*Exercise aim*
Copy the records below exactly, but leave out any picture they contain.

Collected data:
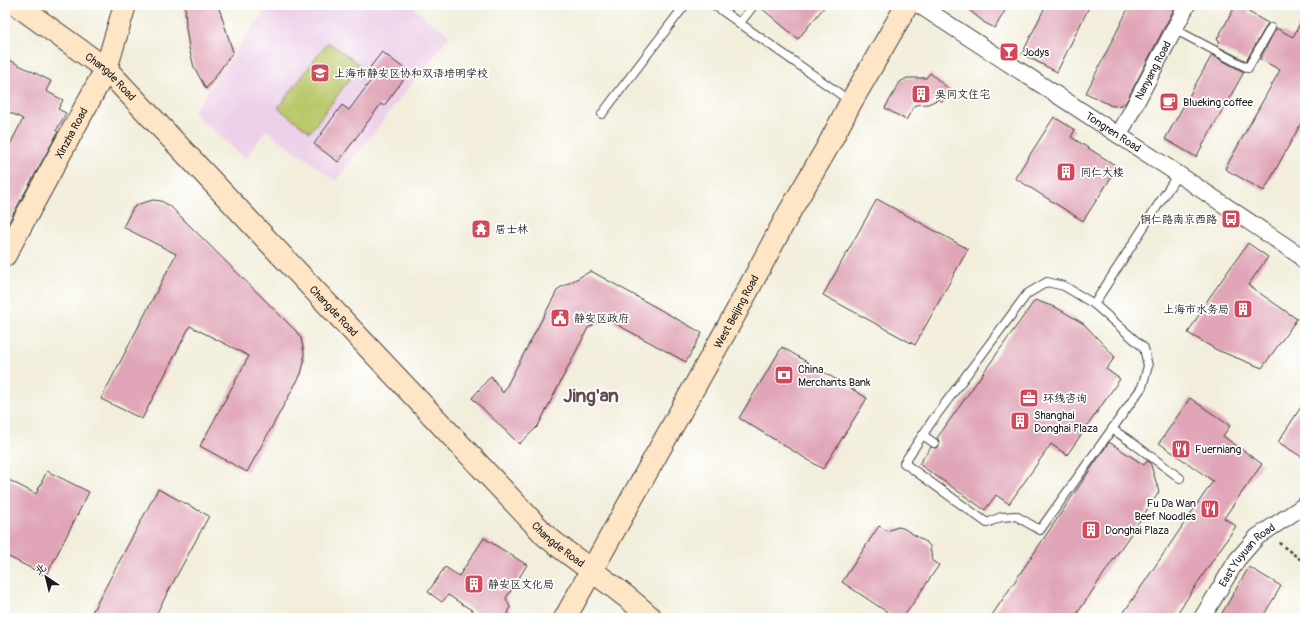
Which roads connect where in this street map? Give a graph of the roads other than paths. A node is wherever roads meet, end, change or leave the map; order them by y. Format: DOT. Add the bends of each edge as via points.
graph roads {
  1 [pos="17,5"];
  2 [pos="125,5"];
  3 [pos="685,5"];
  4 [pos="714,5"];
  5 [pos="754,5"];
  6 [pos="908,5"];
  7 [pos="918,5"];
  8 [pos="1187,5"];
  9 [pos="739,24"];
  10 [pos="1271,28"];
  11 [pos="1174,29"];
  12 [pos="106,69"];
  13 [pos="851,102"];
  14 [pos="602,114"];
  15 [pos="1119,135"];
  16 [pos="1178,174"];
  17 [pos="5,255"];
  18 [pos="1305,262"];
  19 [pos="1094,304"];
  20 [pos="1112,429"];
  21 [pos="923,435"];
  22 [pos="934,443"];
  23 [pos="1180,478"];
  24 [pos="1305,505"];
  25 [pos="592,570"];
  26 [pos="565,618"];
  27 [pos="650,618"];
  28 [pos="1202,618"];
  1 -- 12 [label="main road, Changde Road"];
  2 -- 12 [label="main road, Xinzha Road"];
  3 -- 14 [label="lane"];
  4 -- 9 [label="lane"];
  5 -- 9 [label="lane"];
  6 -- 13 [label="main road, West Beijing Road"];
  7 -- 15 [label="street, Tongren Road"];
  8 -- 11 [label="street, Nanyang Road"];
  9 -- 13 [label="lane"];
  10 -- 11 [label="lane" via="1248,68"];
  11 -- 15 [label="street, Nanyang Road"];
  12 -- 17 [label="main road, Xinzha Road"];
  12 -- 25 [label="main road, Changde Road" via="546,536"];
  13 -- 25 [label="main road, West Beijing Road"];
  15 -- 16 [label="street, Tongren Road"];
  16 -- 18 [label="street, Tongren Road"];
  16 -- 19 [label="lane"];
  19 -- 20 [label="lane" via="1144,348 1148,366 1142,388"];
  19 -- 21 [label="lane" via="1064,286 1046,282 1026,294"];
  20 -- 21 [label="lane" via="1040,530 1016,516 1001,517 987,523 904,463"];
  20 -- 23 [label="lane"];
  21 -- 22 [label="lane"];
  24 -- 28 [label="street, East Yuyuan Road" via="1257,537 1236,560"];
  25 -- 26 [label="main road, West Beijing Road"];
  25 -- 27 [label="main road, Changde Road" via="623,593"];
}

*Answer to this exercise*
Which roads connect where in this street map? Give a graph of the roads other than paths. A node is wherever roads meet, end, change or leave the map; order them by y. Format: DOT. Add the bends of each edge as via points.
graph roads {
  1 [pos="17,5"];
  2 [pos="125,5"];
  3 [pos="685,5"];
  4 [pos="714,5"];
  5 [pos="754,5"];
  6 [pos="908,5"];
  7 [pos="918,5"];
  8 [pos="1187,5"];
  9 [pos="739,24"];
  10 [pos="1271,28"];
  11 [pos="1174,29"];
  12 [pos="106,69"];
  13 [pos="851,102"];
  14 [pos="602,114"];
  15 [pos="1119,135"];
  16 [pos="1178,174"];
  17 [pos="5,255"];
  18 [pos="1305,262"];
  19 [pos="1094,304"];
  20 [pos="1112,429"];
  21 [pos="923,435"];
  22 [pos="934,443"];
  23 [pos="1180,478"];
  24 [pos="1305,505"];
  25 [pos="592,570"];
  26 [pos="565,618"];
  27 [pos="650,618"];
  28 [pos="1202,618"];
  1 -- 12 [label="main road, Changde Road"];
  2 -- 12 [label="main road, Xinzha Road"];
  3 -- 14 [label="lane"];
  4 -- 9 [label="lane"];
  5 -- 9 [label="lane"];
  6 -- 13 [label="main road, West Beijing Road"];
  7 -- 15 [label="street, Tongren Road"];
  8 -- 11 [label="street, Nanyang Road"];
  9 -- 13 [label="lane"];
  10 -- 11 [label="lane" via="1248,68"];
  11 -- 15 [label="street, Nanyang Road"];
  12 -- 17 [label="main road, Xinzha Road"];
  12 -- 25 [label="main road, Changde Road" via="546,536"];
  13 -- 25 [label="main road, West Beijing Road"];
  15 -- 16 [label="street, Tongren Road"];
  16 -- 18 [label="street, Tongren Road"];
  16 -- 19 [label="lane"];
  19 -- 20 [label="lane" via="1144,348 1148,366 1142,388"];
  19 -- 21 [label="lane" via="1064,286 1046,282 1026,294"];
  20 -- 21 [label="lane" via="1040,530 1016,516 1001,517 987,523 904,463"];
  20 -- 23 [label="lane"];
  21 -- 22 [label="lane"];
  24 -- 28 [label="street, East Yuyuan Road" via="1257,537 1236,560"];
  25 -- 26 [label="main road, West Beijing Road"];
  25 -- 27 [label="main road, Changde Road" via="623,593"];
}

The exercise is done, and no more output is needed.